Problem statement> Work out how many lines in the records contain the word "Hospital", and give that number alone.

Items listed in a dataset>
--- START ---

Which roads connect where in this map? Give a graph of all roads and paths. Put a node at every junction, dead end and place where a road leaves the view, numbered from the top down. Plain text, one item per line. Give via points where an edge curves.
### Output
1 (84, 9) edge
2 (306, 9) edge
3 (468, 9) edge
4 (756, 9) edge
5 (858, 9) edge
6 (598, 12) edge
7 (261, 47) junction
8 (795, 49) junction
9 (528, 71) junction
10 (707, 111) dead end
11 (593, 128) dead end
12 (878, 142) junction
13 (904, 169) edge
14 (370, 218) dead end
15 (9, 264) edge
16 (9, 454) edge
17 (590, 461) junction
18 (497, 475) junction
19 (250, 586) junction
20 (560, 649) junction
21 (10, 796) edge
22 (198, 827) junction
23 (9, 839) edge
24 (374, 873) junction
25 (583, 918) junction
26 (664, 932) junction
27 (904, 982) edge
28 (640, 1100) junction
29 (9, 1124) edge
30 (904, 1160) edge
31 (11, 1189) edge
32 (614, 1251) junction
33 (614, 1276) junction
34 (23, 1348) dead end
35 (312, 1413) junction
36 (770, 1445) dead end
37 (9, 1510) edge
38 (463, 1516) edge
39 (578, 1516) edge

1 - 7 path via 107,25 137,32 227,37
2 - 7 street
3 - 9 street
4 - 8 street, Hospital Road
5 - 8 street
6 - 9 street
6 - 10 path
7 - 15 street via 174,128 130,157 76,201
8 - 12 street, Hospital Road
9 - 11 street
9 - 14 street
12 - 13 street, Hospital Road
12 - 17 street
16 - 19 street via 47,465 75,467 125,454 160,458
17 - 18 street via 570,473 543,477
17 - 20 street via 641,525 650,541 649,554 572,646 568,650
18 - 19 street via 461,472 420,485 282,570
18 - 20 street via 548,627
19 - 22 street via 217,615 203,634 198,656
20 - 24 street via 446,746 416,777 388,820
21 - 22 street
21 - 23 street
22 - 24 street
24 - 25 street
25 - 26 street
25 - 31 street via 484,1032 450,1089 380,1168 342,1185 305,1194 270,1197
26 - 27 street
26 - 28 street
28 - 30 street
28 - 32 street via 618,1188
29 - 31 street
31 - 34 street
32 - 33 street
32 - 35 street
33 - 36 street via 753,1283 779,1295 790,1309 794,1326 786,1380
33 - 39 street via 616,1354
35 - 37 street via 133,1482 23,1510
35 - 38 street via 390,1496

--- END ---

Answer to the exercise> 3